Growing strains on the global workforce underscores the value of an education, according to a new report.
Between 90 million and 95 million low-skill workers, defined as those without college training in advanced economies or without even secondary education in developing economies, will not be needed by employers by 2020 and risk not being able to ever find a job, according to a report by the McKinsey Global Institute.
The report also projects a shortage of 38 million to 40 million workers with college or postgraduate degrees than employees will need.
The report, “The World at Work: Jobs, Pay, and Skills for 3.5 Billion People,” looked at the 70 countries that account for 96 percent of global GDP and are home to 87 percent of the world’s population. It explores how the recession has put strains in the global labor market, which in the past three decades has created 900 million non-farm jobs in developing countries. In the United States, the unemployment rate stands at 8.2 percent.
In May, the number of persons employed part time for economic reasons in the United States edged up to 8.1 million, while 2.4 million persons, up from 2.2 million a year ago, were marginally attached to the labor force, meaning they were available for work and had looked for a job sometime in the past year, but were not counted as unemployed because they had not searched for work in the month preceding the Labor Department’s survey.
U.S. College graduates, too, are struggling in the labor market. Just over half of 2012 graduates cannot find work or are underemployed.
That’s now. “If these trends persist—and absent a massive global effort to improve worker skills, they are likely to do so—there will be too few workers with the advanced skills needed to drive a high-productivity economy and far too few job opportunities for low-skill workers,” the report states.
In addition to the significant imbalances in the need or opportunities for high-skill and low-skill workers in the global work force, the report foresees a potential shortage of nearly 45 million workers with secondary education and vocational training in India and other developing economies.

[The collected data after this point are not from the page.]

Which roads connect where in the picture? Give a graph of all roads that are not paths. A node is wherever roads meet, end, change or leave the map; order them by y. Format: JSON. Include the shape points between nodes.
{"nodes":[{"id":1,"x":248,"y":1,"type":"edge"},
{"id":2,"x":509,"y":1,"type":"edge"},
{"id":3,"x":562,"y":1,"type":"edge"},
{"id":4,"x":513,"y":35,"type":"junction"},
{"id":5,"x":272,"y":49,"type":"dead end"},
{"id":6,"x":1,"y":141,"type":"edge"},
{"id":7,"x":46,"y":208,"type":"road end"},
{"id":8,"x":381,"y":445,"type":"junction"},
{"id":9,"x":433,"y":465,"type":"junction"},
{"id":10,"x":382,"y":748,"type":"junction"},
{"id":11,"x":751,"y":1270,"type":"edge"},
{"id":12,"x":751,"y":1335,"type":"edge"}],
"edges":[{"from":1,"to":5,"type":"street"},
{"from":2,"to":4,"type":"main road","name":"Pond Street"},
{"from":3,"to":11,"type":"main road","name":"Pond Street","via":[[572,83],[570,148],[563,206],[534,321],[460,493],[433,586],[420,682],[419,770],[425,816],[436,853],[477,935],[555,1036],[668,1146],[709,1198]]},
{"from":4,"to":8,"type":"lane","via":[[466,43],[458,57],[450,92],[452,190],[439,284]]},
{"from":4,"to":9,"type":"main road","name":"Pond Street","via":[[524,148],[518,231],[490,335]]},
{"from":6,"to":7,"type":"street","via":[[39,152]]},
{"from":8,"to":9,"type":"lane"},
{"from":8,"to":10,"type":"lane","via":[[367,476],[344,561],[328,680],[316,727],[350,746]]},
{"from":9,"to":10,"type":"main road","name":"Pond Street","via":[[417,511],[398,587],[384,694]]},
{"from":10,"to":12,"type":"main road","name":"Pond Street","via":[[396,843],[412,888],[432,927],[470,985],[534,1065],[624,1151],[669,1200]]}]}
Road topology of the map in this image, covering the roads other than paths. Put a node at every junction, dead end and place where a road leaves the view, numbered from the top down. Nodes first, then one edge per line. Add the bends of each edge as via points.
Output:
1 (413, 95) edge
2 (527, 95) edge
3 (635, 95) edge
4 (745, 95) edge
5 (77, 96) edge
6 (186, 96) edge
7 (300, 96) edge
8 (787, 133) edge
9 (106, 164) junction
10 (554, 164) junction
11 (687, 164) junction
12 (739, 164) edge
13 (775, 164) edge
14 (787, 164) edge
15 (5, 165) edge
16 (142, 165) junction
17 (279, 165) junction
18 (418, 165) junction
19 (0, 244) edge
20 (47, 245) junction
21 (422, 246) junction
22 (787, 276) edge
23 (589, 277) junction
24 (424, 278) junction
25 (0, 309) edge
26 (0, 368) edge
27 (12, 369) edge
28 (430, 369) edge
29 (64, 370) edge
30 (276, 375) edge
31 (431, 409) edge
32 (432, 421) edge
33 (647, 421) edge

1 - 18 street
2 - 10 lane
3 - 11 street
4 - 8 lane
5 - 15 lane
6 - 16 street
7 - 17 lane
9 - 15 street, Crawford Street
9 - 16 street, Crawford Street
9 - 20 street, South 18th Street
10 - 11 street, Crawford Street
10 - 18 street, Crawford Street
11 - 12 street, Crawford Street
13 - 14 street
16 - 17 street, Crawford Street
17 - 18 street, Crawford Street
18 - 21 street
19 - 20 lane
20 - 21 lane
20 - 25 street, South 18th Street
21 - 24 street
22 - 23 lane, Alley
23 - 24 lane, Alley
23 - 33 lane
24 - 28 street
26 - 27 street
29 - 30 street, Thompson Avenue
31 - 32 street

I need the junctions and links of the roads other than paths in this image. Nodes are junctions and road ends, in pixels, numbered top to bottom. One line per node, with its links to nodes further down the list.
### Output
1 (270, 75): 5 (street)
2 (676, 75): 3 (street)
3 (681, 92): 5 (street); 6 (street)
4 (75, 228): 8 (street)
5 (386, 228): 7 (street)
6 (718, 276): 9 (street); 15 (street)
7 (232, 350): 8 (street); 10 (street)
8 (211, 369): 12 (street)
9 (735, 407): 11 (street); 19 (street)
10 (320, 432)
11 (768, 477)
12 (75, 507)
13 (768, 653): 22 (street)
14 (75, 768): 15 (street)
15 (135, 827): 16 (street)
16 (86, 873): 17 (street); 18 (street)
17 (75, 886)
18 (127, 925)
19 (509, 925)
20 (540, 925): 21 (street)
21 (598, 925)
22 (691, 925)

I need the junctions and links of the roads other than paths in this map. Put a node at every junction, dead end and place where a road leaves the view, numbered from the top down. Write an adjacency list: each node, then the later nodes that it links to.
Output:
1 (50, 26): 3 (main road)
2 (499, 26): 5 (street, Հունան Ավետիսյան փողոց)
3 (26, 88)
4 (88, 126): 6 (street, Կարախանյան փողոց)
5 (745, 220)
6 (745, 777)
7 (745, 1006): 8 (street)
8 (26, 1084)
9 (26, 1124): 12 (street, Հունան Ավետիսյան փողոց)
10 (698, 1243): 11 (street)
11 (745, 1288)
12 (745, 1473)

“Policy makers will need to find ways not only to produce high-skilled workers, but also to create more jobs for those who aren’t as highly educated” in fast-growing fields such as health care and home-based personal services, the report finds. “Businesses operating in this skills-scarce world must know how to find talent pools with the skills they need and to build strategies for hiring, retaining, and training the workers who will give them competitive advantage. This will include finding ways to retain more highly skilled women and older workers. Businesses will also need to significantly step up their activities in shaping public education and training systems in order to build pipelines of workers with the right skills for the 21st-century global economy.”